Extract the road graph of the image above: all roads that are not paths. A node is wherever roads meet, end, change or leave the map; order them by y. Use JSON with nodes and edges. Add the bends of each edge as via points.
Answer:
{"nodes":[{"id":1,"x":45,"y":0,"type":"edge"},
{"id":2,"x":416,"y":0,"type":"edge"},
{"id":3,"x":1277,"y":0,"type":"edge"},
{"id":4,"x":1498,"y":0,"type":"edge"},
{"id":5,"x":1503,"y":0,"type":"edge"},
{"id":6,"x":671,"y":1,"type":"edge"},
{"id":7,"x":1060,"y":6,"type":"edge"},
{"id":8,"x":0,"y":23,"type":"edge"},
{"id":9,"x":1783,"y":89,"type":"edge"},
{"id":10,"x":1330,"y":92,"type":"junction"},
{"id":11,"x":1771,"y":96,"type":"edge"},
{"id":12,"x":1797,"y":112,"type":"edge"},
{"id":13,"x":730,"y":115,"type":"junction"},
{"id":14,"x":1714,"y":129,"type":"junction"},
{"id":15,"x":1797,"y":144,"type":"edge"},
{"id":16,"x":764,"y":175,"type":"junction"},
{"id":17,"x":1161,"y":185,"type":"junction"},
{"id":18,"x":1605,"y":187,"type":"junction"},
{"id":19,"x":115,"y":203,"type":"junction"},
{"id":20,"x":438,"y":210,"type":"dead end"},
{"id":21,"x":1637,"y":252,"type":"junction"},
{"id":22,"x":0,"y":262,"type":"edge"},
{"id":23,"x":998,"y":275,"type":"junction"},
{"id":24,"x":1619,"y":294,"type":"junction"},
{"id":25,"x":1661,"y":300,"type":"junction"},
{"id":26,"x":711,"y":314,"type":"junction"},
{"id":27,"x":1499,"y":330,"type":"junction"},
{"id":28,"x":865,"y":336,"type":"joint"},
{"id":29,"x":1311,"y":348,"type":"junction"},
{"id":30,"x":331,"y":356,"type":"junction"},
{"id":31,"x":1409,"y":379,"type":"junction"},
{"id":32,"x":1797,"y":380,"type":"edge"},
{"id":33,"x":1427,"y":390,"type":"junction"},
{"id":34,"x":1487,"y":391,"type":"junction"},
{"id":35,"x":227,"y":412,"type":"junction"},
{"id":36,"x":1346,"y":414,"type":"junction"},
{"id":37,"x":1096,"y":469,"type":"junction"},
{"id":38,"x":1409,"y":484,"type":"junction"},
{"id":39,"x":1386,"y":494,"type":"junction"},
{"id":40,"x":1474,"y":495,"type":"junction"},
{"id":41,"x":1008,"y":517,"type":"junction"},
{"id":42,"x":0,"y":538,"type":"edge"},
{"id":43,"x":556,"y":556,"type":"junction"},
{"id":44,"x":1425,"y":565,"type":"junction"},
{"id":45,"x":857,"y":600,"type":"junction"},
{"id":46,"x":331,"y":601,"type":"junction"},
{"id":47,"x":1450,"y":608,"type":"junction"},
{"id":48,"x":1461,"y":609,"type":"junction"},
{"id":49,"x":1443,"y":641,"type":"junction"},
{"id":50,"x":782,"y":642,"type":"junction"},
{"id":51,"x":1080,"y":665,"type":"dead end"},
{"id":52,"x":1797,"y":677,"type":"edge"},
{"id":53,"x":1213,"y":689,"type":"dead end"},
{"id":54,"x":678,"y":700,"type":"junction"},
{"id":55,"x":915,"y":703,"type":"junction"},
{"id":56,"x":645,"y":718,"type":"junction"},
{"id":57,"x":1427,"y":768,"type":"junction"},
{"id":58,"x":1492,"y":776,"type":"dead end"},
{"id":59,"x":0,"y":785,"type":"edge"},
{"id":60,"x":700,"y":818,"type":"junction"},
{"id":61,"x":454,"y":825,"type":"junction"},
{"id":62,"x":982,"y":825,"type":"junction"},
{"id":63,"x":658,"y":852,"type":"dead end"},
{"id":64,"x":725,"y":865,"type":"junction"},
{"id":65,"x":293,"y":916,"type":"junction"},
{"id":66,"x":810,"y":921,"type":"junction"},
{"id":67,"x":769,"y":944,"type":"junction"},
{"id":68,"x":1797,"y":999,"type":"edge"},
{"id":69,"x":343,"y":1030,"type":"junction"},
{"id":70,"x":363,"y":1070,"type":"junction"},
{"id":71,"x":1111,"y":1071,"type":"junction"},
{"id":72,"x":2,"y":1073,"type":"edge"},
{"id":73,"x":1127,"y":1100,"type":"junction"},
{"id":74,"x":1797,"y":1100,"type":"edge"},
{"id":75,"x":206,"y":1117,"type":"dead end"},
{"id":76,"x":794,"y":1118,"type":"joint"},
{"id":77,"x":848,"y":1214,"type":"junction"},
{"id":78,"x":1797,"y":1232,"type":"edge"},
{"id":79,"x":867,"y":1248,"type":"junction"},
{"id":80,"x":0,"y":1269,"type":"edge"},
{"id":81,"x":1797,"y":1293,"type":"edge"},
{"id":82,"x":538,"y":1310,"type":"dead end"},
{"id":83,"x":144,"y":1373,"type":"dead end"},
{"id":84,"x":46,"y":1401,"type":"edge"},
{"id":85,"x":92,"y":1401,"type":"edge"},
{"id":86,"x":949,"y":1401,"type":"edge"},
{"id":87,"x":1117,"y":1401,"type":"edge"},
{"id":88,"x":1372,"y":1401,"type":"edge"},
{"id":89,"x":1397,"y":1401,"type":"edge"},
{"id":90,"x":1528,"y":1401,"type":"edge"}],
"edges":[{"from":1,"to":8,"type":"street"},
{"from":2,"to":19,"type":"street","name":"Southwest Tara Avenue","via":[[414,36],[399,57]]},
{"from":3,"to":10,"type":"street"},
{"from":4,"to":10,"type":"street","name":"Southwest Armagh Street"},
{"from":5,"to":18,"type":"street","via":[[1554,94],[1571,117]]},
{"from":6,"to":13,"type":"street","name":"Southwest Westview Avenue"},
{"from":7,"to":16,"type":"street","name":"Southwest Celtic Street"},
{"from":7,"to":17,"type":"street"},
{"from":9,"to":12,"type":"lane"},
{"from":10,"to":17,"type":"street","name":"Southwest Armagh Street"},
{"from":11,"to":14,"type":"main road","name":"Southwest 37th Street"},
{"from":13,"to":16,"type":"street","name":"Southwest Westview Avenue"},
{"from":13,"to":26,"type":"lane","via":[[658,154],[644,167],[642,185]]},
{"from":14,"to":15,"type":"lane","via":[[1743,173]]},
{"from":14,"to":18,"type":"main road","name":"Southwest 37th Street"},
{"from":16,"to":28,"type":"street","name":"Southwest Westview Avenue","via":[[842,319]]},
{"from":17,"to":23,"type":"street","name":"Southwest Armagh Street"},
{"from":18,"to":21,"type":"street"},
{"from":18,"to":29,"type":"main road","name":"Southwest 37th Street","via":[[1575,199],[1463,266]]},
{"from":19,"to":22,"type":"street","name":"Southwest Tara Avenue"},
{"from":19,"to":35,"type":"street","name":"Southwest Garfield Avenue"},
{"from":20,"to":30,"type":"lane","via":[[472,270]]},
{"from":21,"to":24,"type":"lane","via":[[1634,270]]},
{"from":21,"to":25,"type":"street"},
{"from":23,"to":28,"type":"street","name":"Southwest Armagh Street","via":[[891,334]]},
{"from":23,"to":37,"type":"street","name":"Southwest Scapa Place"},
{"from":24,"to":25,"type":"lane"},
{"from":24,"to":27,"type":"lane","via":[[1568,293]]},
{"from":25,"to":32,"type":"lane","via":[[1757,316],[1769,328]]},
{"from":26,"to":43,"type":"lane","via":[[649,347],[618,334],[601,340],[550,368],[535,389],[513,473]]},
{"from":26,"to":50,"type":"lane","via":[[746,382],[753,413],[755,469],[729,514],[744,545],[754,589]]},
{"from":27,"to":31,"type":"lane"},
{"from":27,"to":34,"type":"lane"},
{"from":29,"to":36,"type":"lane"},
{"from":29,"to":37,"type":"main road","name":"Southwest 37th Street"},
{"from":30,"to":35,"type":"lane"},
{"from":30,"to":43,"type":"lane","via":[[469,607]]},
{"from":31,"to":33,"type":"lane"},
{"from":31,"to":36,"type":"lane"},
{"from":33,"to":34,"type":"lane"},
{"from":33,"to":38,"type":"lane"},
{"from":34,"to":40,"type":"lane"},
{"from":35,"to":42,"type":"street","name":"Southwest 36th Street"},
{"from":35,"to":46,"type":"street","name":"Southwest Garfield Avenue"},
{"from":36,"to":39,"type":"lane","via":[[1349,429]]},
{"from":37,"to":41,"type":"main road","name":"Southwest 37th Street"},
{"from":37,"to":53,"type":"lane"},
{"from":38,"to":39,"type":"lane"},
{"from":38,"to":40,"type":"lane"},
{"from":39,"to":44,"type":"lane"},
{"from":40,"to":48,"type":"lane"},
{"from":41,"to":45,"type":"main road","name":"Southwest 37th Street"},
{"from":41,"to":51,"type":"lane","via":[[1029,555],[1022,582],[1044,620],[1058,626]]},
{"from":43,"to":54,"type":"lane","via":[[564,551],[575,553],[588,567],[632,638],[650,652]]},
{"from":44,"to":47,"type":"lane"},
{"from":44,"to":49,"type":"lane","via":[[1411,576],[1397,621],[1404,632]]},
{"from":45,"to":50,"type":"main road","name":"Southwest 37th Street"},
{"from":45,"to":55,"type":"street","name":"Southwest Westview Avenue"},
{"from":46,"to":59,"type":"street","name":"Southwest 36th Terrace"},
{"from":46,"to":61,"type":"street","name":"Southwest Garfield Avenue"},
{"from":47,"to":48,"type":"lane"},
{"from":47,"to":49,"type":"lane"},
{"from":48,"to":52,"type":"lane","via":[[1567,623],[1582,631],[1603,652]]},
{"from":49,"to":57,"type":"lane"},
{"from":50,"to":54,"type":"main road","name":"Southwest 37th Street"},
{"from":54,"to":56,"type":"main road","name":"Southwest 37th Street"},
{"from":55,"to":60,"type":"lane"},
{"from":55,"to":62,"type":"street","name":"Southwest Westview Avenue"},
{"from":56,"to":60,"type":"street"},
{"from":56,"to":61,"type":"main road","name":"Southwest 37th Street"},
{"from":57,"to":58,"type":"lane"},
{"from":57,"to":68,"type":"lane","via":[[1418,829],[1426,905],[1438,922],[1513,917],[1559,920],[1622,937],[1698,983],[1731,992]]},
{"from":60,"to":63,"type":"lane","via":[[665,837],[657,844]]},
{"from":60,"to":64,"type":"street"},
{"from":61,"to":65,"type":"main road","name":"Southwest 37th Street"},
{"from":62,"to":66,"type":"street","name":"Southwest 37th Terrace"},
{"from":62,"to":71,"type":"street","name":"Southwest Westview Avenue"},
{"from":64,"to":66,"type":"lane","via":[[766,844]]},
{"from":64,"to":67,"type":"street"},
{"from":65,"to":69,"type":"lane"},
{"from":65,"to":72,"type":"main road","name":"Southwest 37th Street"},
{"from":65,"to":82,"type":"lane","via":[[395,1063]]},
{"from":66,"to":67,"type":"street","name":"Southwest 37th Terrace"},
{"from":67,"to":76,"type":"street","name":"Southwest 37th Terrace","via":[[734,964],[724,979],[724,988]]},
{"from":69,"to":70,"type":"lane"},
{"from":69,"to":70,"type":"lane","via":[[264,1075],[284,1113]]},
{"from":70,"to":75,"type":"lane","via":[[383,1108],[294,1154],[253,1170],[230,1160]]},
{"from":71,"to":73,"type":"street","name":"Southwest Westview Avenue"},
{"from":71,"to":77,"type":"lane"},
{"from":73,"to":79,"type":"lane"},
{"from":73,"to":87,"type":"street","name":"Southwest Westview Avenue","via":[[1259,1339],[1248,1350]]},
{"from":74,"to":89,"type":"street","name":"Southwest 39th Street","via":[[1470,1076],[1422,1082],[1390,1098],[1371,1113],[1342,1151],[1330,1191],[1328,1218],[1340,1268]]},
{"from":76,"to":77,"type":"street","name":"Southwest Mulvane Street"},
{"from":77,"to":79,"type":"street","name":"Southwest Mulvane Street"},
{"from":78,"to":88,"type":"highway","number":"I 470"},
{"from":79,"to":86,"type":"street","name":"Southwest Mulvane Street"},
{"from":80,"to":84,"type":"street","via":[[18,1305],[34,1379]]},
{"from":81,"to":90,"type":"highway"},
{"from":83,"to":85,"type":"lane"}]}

* * * * * * * * *

Your instructions — From the material above, copy each line that includes the word "joint".

Result for this task —
{"id":28,"x":865,"y":336,"type":"joint"},
{"id":76,"x":794,"y":1118,"type":"joint"},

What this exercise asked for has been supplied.